3 a) Der Beklagte will geklärt wissen, „ob es einen allgemeingültigen Bewertungsgrundsatz gibt, der besagt, dass von einer ungenügenden Leistung in der Regel bereits dann nicht mehr ausgegangen werden kann, wenn der Prüfling in einer mündlichen Abiturprüfung mehrere Prüfungsfragen zumindest im Wesentlichen richtig beantworten kann“. Er beanstandet, dass das Berufungsgericht von einem solchen allgemeingültigen Bewertungsgrundsatz ausgehe und dessen Verletzung für gerichtlich voll überprüfbar halte; richtigerweise gehöre dagegen die Einschätzung, ob eine Leistung mit ungenügend oder besser zu bewerten sei, zum Kern des gerichtlich nicht überprüfbaren Bewertungsspielraums der Prüfer.

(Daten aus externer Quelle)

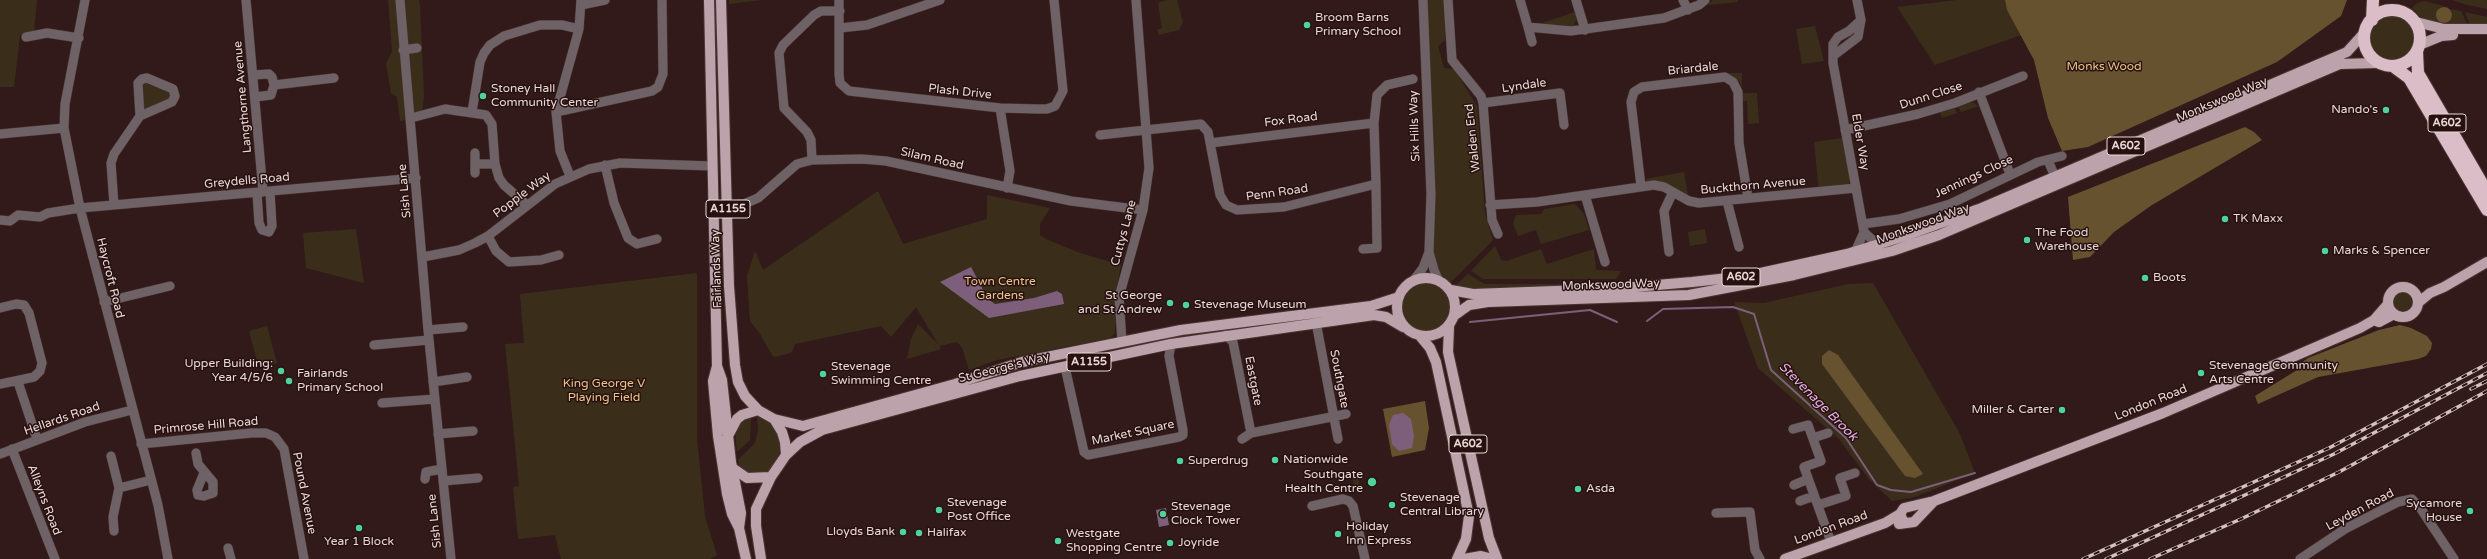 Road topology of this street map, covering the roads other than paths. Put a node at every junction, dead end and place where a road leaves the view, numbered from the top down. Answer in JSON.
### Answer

4 Die Frage, die die Beschwerde aufwirft, rechtfertigt die Zulassung der Revision nicht. Denn sie bedarf, soweit sie überhaupt Fragen des revisiblen Rechts anspricht, keiner Klärung in dem erstrebten Revisionsverfahren. Das Berufungsurteil beruht zwar auf der Annahme, eine ungenügende, weil völlig unbrauchbare Leistung liege in der Regel nicht vor, wenn der Prüfling mehrere Prüfungsfragen zumindest im Wesentlichen richtig beantworten kann. Es stützt diese Annahme aber nicht auf einen allgemeingültigen Bewertungsgrundsatz, sondern auf die spezielle landesrechtliche Notendefinition in § 5 Abs. 2 der (baden-württembergischen) Notenbildungsverordnung. Hiernach wird die Note „ungenügend“ erteilt, wenn die Leistung den Anforderungen nicht entspricht und selbst die Grundkenntnisse so lückenhaft sind, dass die Mängel in absehbarer Zeit nicht behoben werden können. Als „mangelhaft“ ist hingegen eine Leistung definiert, die den Anforderungen nicht entspricht, jedoch erkennen lässt, dass die notwendigen Grundkenntnisse vorhanden sind und die Mängel in absehbarer Zeit behoben werden können. Die Anwendung von nicht revisiblem Landesrecht ist der Überprüfung durch das Revisionsgericht grundsätzlich entzogen.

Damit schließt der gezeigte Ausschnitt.